Look to weeding your own backyard before complaining about others’.

That’s what I thought after reading Times of Israel New Media Editor Sarah Tuttle-Singer’s latest blog post for the publication, in which she urges Facebook CEO Mark Zuckerberg to “[do] more to combat anti-Semitism” on the website. Tuttle-Singer, who heads up the social media portion of the TOI, certainly does nothing wrong by suggesting that the company’s chief executive address anti-Semitism on the site more strongly; hate speech directed at Jews is prevalent throughout FB, and not all reports to administrators result in bigoted comments being removed … an issue that may lie with all-too-cursory oversight when it comes to the corporation’s Community Standards and how it views any adherence to them.

But Tuttle-Singer might want to look inward and examine the anti-Semitism that runs rampant in areas much closer to her than the global Facebookosphere, and that includes the TOI’s own FB page, as well as its website. A brief examination of both turns up myriad examples of anti-Semitic hate speech that have gone unmitigated … as well as Islamophobic posts and comments. And despite the fact that Tuttle-Singer is responsible for moderating these pages, they seem to have gone willy-nilly into Bigotland.

What’s going on here? Shouldn’t the prevalence of hateful content on these pages be addressed first before a plea to Zuckerberg is made on anti-Semitism overall? It doesn’t seem like much, if anything, is being done to curb the prejudice being lobbed about on these pages, and although dialogue should be encouraged in a medium such as FB’s, attacks on other people’s religions, ethnicities, genders, orientations and abilities should not. They are hurtful. They are unproductive.

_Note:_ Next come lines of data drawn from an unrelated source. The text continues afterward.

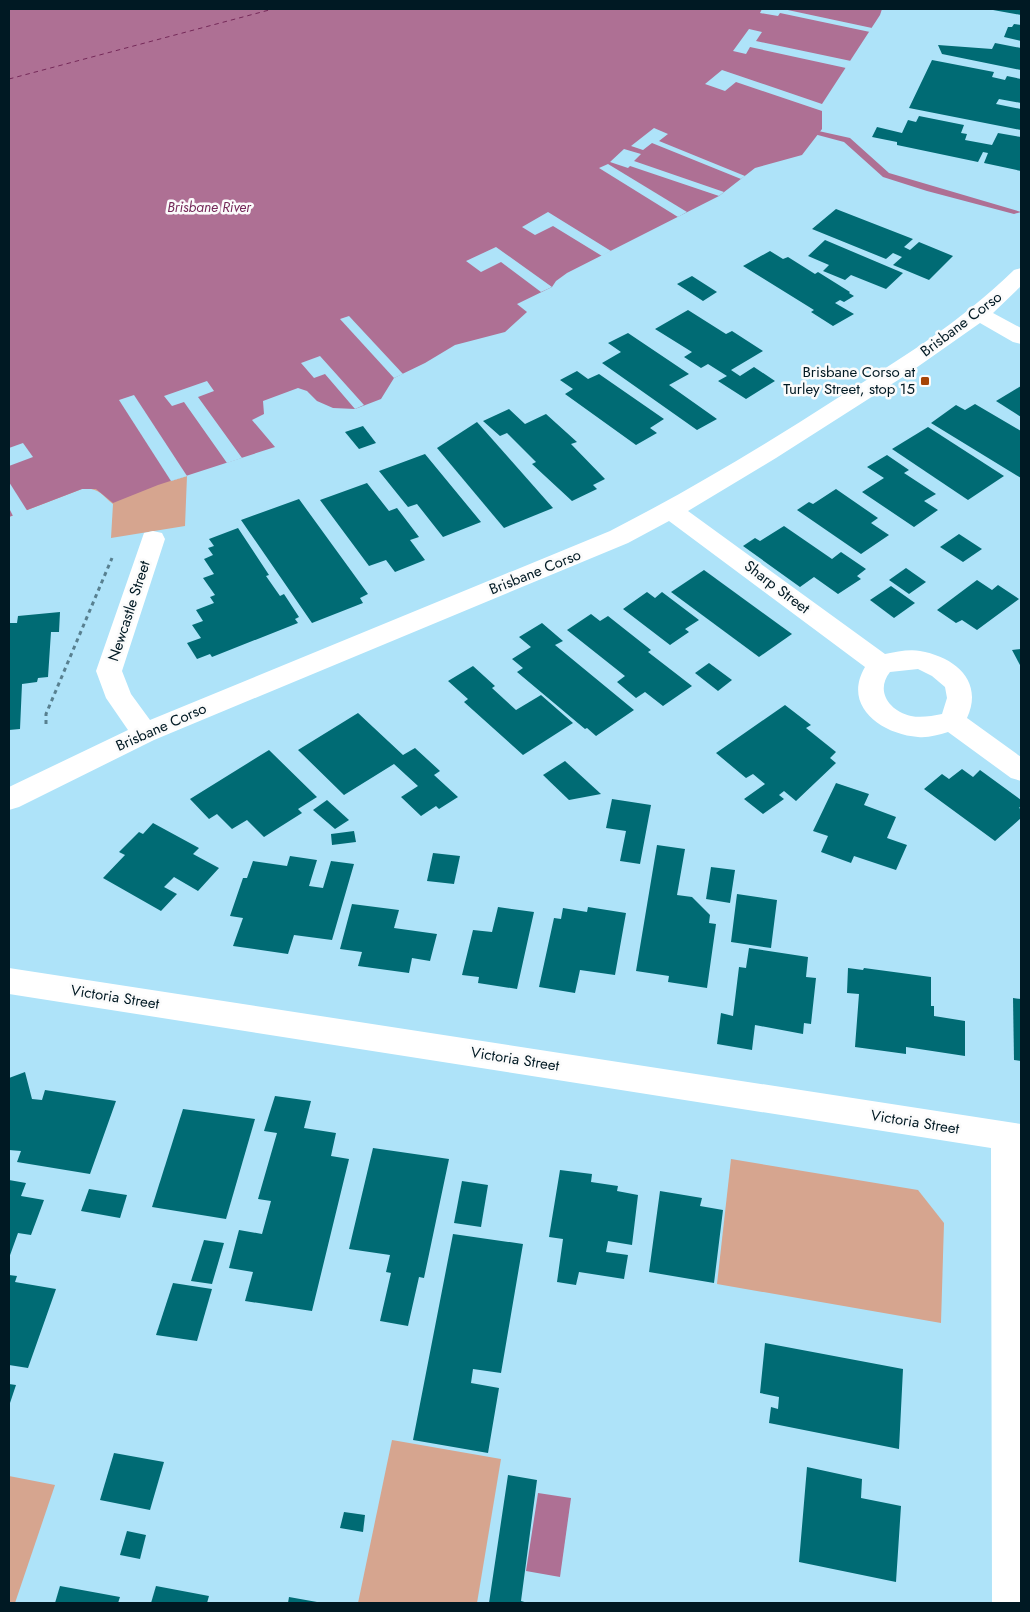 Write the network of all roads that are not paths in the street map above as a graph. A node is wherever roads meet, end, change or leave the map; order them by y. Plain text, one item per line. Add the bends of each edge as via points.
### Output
1 (1021, 274) edge
2 (979, 314) junction
3 (1021, 337) edge
4 (672, 511) junction
5 (152, 539) dead end
6 (881, 665) junction
7 (952, 721) junction
8 (145, 732) junction
9 (1021, 771) edge
10 (9, 799) edge
11 (9, 981) edge
12 (1014, 1137) edge
13 (1011, 1603) edge

1 - 2 street, Brisbane Corso
2 - 3 street
2 - 4 street, Brisbane Corso via 729,478
4 - 6 street, Sharp Street
4 - 8 street, Brisbane Corso via 619,537
5 - 8 street, Newcastle Street via 109,671 119,698
6 - 7 street via 919,660 944,670 961,691 960,708
6 - 7 street via 870,682 870,694 877,708 888,718 919,728
7 - 9 street
8 - 10 street, Brisbane Corso
11 - 12 street, Victoria Street
12 - 13 street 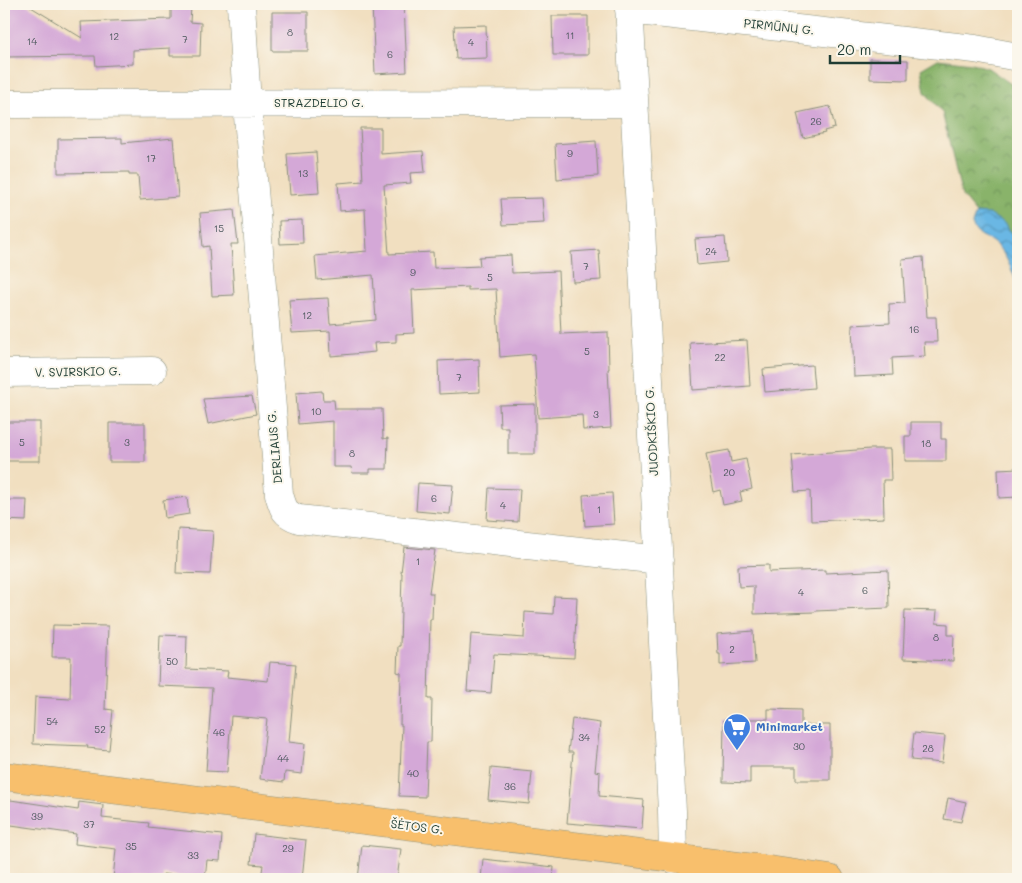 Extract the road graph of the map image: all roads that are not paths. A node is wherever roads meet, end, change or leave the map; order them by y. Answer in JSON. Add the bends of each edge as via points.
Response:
{"nodes":[{"id":1,"x":241,"y":4,"type":"edge"},
{"id":2,"x":629,"y":7,"type":"edge"},
{"id":3,"x":1018,"y":57,"type":"edge"},
{"id":4,"x":634,"y":103,"type":"junction"},
{"id":5,"x":4,"y":104,"type":"edge"},
{"id":6,"x":247,"y":104,"type":"junction"},
{"id":7,"x":152,"y":371,"type":"dead end"},
{"id":8,"x":4,"y":374,"type":"edge"},
{"id":9,"x":659,"y":560,"type":"junction"},
{"id":10,"x":4,"y":776,"type":"edge"},
{"id":11,"x":673,"y":858,"type":"junction"},
{"id":12,"x":830,"y":879,"type":"edge"}],
"edges":[{"from":1,"to":6,"type":"street","name":"DERLIAUS G."},
{"from":2,"to":3,"type":"street","name":"PIRMŪNŲ G."},
{"from":2,"to":4,"type":"street","name":"JUODKIŠKIO G."},
{"from":4,"to":6,"type":"street","name":"STRAZDELIO G."},
{"from":4,"to":9,"type":"street","name":"JUODKIŠKIO G."},
{"from":5,"to":6,"type":"street","name":"STRAZDELIO G."},
{"from":6,"to":9,"type":"street","name":"DERLIAUS G.","via":[[279,494],[290,516]]},
{"from":7,"to":8,"type":"street","name":"V. SVIRSKIO G."},
{"from":9,"to":11,"type":"street","name":"JUODKIŠKIO G."},
{"from":10,"to":11,"type":"main road","name":"ŠĖTOS G."},
{"from":11,"to":12,"type":"main road","name":"ŠĖTOS G."}]} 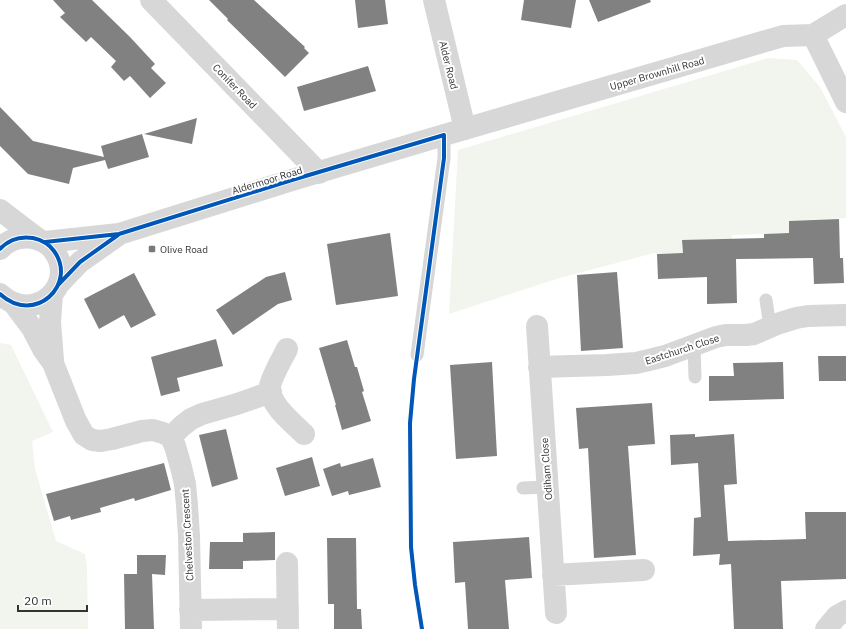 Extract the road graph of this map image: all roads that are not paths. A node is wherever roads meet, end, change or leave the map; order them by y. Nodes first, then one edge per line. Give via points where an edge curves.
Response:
1 (151, 0) edge
2 (434, 0) edge
3 (846, 15) edge
4 (814, 35) junction
5 (846, 102) edge
6 (454, 132) junction
7 (319, 173) junction
8 (0, 210) edge
9 (119, 234) junction
10 (42, 241) junction
11 (0, 249) edge
12 (55, 290) junction
13 (5, 299) edge
14 (766, 300) dead end
15 (846, 315) edge
16 (537, 326) dead end
17 (770, 327) junction
18 (694, 345) junction
19 (287, 349) dead end
20 (417, 355) dead end
21 (53, 363) junction
22 (540, 367) junction
23 (694, 377) dead end
24 (271, 392) junction
25 (304, 434) dead end
26 (171, 437) junction
27 (547, 487) junction
28 (523, 488) dead end
29 (287, 563) dead end
30 (644, 570) dead end
31 (553, 575) junction
32 (846, 611) edge
33 (556, 613) dead end
34 (288, 619) edge
35 (191, 620) edge
36 (826, 629) edge

1 - 7 street, Conifer Road
2 - 6 street, Alder Road
3 - 4 street
4 - 5 street
4 - 6 street, Upper Brownhill Road via 783,36
6 - 7 street, Aldermoor Road
6 - 20 lane via 444,158
7 - 9 street, Aldermoor Road
8 - 10 street
9 - 10 street, Aldermoor Road
9 - 12 street, Aldermoor Road via 80,262
10 - 11 street, Aldermoor Road via 27,237 16,238
10 - 12 street via 51,248 59,261 60,277
12 - 13 street, Aldermoor Road via 44,301 34,305 24,306
12 - 21 street via 50,322
13 - 21 street via 32,328
14 - 17 lane
15 - 17 street, Eastchurch Close via 808,316
16 - 22 street, Odiham Close
17 - 18 street, Eastchurch Close via 754,334 726,335
18 - 22 street, Eastchurch Close via 636,363
18 - 23 lane
19 - 24 street via 272,380
21 - 26 street via 84,435 92,440 101,441 154,430
22 - 27 street, Odiham Close
24 - 25 street via 276,404
24 - 26 street via 202,414 182,426
26 - 35 street, Chelveston Crescent via 176,446 185,484
27 - 28 lane
27 - 31 street, Odiham Close
29 - 34 street, Chelveston Crescent
30 - 31 street
31 - 33 street, Odiham Close
32 - 36 street via 837,616
34 - 35 street, Chelveston Crescent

They have no place anywhere on Facebook … and that includes the TOI’s page and website (which utilizes FB for comments).

I’ve been writing about anti-Semitism on Facebook for about a couple of years for my TOI blog. I’ve addressed my encounters with bigots who propagate hate speech, as well as reporting such incidents. But I know that anything that can be done in a legal and appropriate fashion to counter such issues should be done, and Tuttle-Singer has that power. She can hide offensive comments on the TOI’s FB page and website. She can ban offenders from posting. Why she doesn’t more often is problematic, and it undermines her query to the Facebook founder. If he ought to do more to combat anti-Semtism on the site, she should as well. The fact that she has the right and authority to do so as moderator of the TOI’s pages makes it even more important that she attend to her duties further.

Will this happen in the near future? If Tuttle-Singer truly cares about anti-Semitism and other forms of bigotry on Facebook, she will do the requisite due diligence. Right now, however, it appears that much more of an effort is needed to assuage such content in her own proverbial backyard, and it’s no small task. Is she up for it? Perhaps only time will tell. But if she doesn’t address it soon, those anti-Semitic weeds may go to seed, and they will become a lot harder to pull out.

For bigotry never dies; like a parasitic vine, it just needs hosts to thrive and prosper. I’m asking Tuttle-Singer to uproot that vine. Then and only then will her backyard truly be clean.

And her plea to Mark Zuckerberg will make a heckuva lot more sense after that.